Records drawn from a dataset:
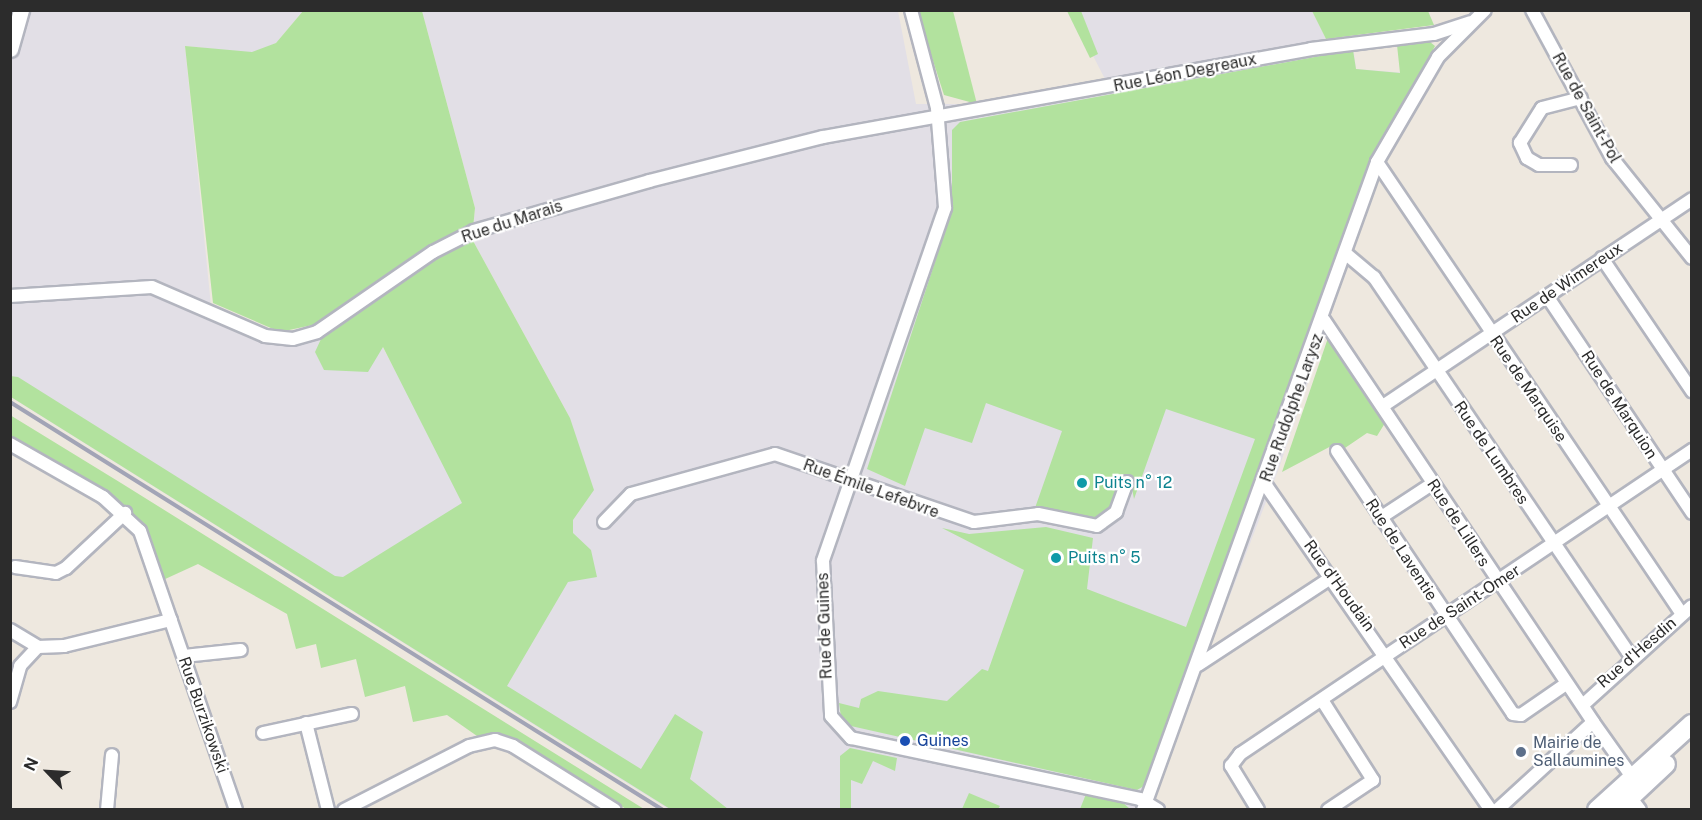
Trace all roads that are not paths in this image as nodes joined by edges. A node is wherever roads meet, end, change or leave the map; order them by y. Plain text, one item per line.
1 (21, 10) edge
2 (911, 10) edge
3 (1485, 10) edge
4 (1532, 10) edge
5 (1466, 25) junction
6 (1434, 34) junction
7 (1448, 45) junction
8 (10, 49) edge
9 (1581, 98) junction
10 (937, 118) junction
11 (1377, 162) junction
12 (1571, 165) dead end
13 (1692, 199) edge
14 (1660, 220) junction
15 (1346, 253) junction
16 (1602, 258) junction
17 (1692, 258) edge
18 (10, 296) edge
19 (1548, 296) junction
20 (1324, 320) junction
21 (1491, 334) junction
22 (1435, 370) junction
23 (1692, 391) edge
24 (1383, 406) junction
25 (10, 444) edge
26 (1337, 450) dead end
27 (1692, 450) edge
28 (1662, 471) junction
29 (850, 481) junction
30 (1128, 482) dead end
31 (1265, 484) junction
32 (1432, 484) junction
33 (1609, 507) junction
34 (125, 513) junction
35 (1692, 513) edge
36 (1380, 518) junction
37 (604, 522) dead end
38 (1554, 546) junction
39 (15, 567) dead end
40 (1332, 577) junction
41 (1497, 583) junction
42 (1687, 610) edge
43 (1446, 617) junction
44 (171, 620) junction
45 (10, 630) edge
46 (38, 647) junction
47 (241, 650) dead end
48 (1388, 654) junction
49 (184, 656) junction
50 (1632, 658) junction
51 (1198, 665) junction
52 (1566, 684) junction
53 (1322, 700) junction
54 (10, 702) edge
55 (1585, 703) junction
56 (352, 714) dead end
57 (1593, 722) junction
58 (306, 723) junction
59 (1692, 724) edge
60 (263, 733) dead end
61 (1692, 741) edge
62 (112, 754) dead end
63 (1632, 796) edge
64 (1144, 805) edge
65 (108, 810) edge
66 (236, 810) edge
67 (327, 810) edge
68 (344, 810) edge
69 (615, 810) edge
70 (1158, 810) edge
71 (1258, 810) edge
72 (1328, 810) edge
73 (1491, 810) edge
74 (1497, 810) edge
75 (1597, 810) edge

1 - 8 street
2 - 10 street, Rue de Guines
3 - 5 street, Rue Léon Degreaux
4 - 9 street, Rue de Saint-Pol
5 - 6 street, Rue Léon Degreaux
5 - 7 street, Rue Rudolphe Larysz
6 - 7 street
6 - 10 street, Rue Léon Degreaux
7 - 11 street, Rue Rudolphe Larysz
9 - 12 street
9 - 14 street, Rue de Saint-Pol
10 - 18 street, Rue du Marais
10 - 29 street, Rue de Guines
11 - 15 street, Rue Rudolphe Larysz
11 - 21 street, Rue de Marquise
13 - 14 street, Rue de Wimereux
14 - 16 street, Rue de Wimereux
14 - 17 street, Rue de Saint-Pol
15 - 20 street, Rue Rudolphe Larysz
15 - 22 street, Rue de Lumbres
16 - 19 street, Rue de Wimereux
16 - 23 street
19 - 21 street, Rue de Wimereux
19 - 28 street, Rue de Marquion
20 - 24 street, Rue de Lillers
20 - 31 street, Rue Rudolphe Larysz
21 - 22 street, Rue de Wimereux
21 - 33 street, Rue de Marquise
22 - 24 street, Rue de Wimereux
22 - 38 street, Rue de Lumbres
24 - 32 street, Rue de Lillers
25 - 34 street
26 - 36 street, Rue de Laventie
27 - 28 street, Rue de Saint-Omer
28 - 33 street, Rue de Saint-Omer
28 - 35 street, Rue de Marquion
29 - 30 street, Rue Émile Lefebvre
29 - 37 street, Rue Émile Lefebvre
29 - 64 street, Rue de Guines
31 - 40 street, Rue d'Houdain
31 - 51 street, Rue Rudolphe Larysz
32 - 36 street
32 - 41 street, Rue de Lillers
33 - 38 street, Rue de Saint-Omer
33 - 42 street, Rue de Marquise
34 - 39 street
34 - 44 street, Rue Burzikowski
36 - 43 street, Rue de Laventie
38 - 41 street, Rue de Saint-Omer
38 - 50 street, Rue de Lumbres
40 - 48 street, Rue d'Houdain
40 - 51 street
41 - 43 street, Rue de Saint-Omer
41 - 52 street, Rue de Lillers
42 - 50 street, Rue d'Hesdin
43 - 48 street, Rue de Saint-Omer
43 - 52 street, Rue de Laventie
44 - 46 street
44 - 49 street, Rue Burzikowski
45 - 46 street
46 - 54 street
47 - 49 street
48 - 53 street, Rue de Saint-Omer
48 - 73 street, Rue d'Houdain
49 - 66 street, Rue Burzikowski
50 - 55 street, Rue d'Hesdin
51 - 64 street, Rue Rudolphe Larysz
52 - 55 street, Rue de Lillers
53 - 71 street, Rue de Saint-Omer
53 - 72 street
55 - 57 street, Rue de Lillers
56 - 58 street
57 - 63 street, Rue de Lillers
57 - 74 street
58 - 60 street
58 - 67 street
59 - 63 main road
61 - 63 main road
62 - 65 street
63 - 75 main road
64 - 70 street
68 - 69 street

__GOAL OF THE EXERCISE__
An exact reproduction of all the records is required, with no pictures included.

__EXERCISE OUTPUT__
Trace all roads that are not paths in this image as nodes joined by edges. A node is wherever roads meet, end, change or leave the map; order them by y. Plain text, one item per line.
1 (21, 10) edge
2 (911, 10) edge
3 (1485, 10) edge
4 (1532, 10) edge
5 (1466, 25) junction
6 (1434, 34) junction
7 (1448, 45) junction
8 (10, 49) edge
9 (1581, 98) junction
10 (937, 118) junction
11 (1377, 162) junction
12 (1571, 165) dead end
13 (1692, 199) edge
14 (1660, 220) junction
15 (1346, 253) junction
16 (1602, 258) junction
17 (1692, 258) edge
18 (10, 296) edge
19 (1548, 296) junction
20 (1324, 320) junction
21 (1491, 334) junction
22 (1435, 370) junction
23 (1692, 391) edge
24 (1383, 406) junction
25 (10, 444) edge
26 (1337, 450) dead end
27 (1692, 450) edge
28 (1662, 471) junction
29 (850, 481) junction
30 (1128, 482) dead end
31 (1265, 484) junction
32 (1432, 484) junction
33 (1609, 507) junction
34 (125, 513) junction
35 (1692, 513) edge
36 (1380, 518) junction
37 (604, 522) dead end
38 (1554, 546) junction
39 (15, 567) dead end
40 (1332, 577) junction
41 (1497, 583) junction
42 (1687, 610) edge
43 (1446, 617) junction
44 (171, 620) junction
45 (10, 630) edge
46 (38, 647) junction
47 (241, 650) dead end
48 (1388, 654) junction
49 (184, 656) junction
50 (1632, 658) junction
51 (1198, 665) junction
52 (1566, 684) junction
53 (1322, 700) junction
54 (10, 702) edge
55 (1585, 703) junction
56 (352, 714) dead end
57 (1593, 722) junction
58 (306, 723) junction
59 (1692, 724) edge
60 (263, 733) dead end
61 (1692, 741) edge
62 (112, 754) dead end
63 (1632, 796) edge
64 (1144, 805) edge
65 (108, 810) edge
66 (236, 810) edge
67 (327, 810) edge
68 (344, 810) edge
69 (615, 810) edge
70 (1158, 810) edge
71 (1258, 810) edge
72 (1328, 810) edge
73 (1491, 810) edge
74 (1497, 810) edge
75 (1597, 810) edge

1 - 8 street
2 - 10 street, Rue de Guines
3 - 5 street, Rue Léon Degreaux
4 - 9 street, Rue de Saint-Pol
5 - 6 street, Rue Léon Degreaux
5 - 7 street, Rue Rudolphe Larysz
6 - 7 street
6 - 10 street, Rue Léon Degreaux
7 - 11 street, Rue Rudolphe Larysz
9 - 12 street
9 - 14 street, Rue de Saint-Pol
10 - 18 street, Rue du Marais
10 - 29 street, Rue de Guines
11 - 15 street, Rue Rudolphe Larysz
11 - 21 street, Rue de Marquise
13 - 14 street, Rue de Wimereux
14 - 16 street, Rue de Wimereux
14 - 17 street, Rue de Saint-Pol
15 - 20 street, Rue Rudolphe Larysz
15 - 22 street, Rue de Lumbres
16 - 19 street, Rue de Wimereux
16 - 23 street
19 - 21 street, Rue de Wimereux
19 - 28 street, Rue de Marquion
20 - 24 street, Rue de Lillers
20 - 31 street, Rue Rudolphe Larysz
21 - 22 street, Rue de Wimereux
21 - 33 street, Rue de Marquise
22 - 24 street, Rue de Wimereux
22 - 38 street, Rue de Lumbres
24 - 32 street, Rue de Lillers
25 - 34 street
26 - 36 street, Rue de Laventie
27 - 28 street, Rue de Saint-Omer
28 - 33 street, Rue de Saint-Omer
28 - 35 street, Rue de Marquion
29 - 30 street, Rue Émile Lefebvre
29 - 37 street, Rue Émile Lefebvre
29 - 64 street, Rue de Guines
31 - 40 street, Rue d'Houdain
31 - 51 street, Rue Rudolphe Larysz
32 - 36 street
32 - 41 street, Rue de Lillers
33 - 38 street, Rue de Saint-Omer
33 - 42 street, Rue de Marquise
34 - 39 street
34 - 44 street, Rue Burzikowski
36 - 43 street, Rue de Laventie
38 - 41 street, Rue de Saint-Omer
38 - 50 street, Rue de Lumbres
40 - 48 street, Rue d'Houdain
40 - 51 street
41 - 43 street, Rue de Saint-Omer
41 - 52 street, Rue de Lillers
42 - 50 street, Rue d'Hesdin
43 - 48 street, Rue de Saint-Omer
43 - 52 street, Rue de Laventie
44 - 46 street
44 - 49 street, Rue Burzikowski
45 - 46 street
46 - 54 street
47 - 49 street
48 - 53 street, Rue de Saint-Omer
48 - 73 street, Rue d'Houdain
49 - 66 street, Rue Burzikowski
50 - 55 street, Rue d'Hesdin
51 - 64 street, Rue Rudolphe Larysz
52 - 55 street, Rue de Lillers
53 - 71 street, Rue de Saint-Omer
53 - 72 street
55 - 57 street, Rue de Lillers
56 - 58 street
57 - 63 street, Rue de Lillers
57 - 74 street
58 - 60 street
58 - 67 street
59 - 63 main road
61 - 63 main road
62 - 65 street
63 - 75 main road
64 - 70 street
68 - 69 street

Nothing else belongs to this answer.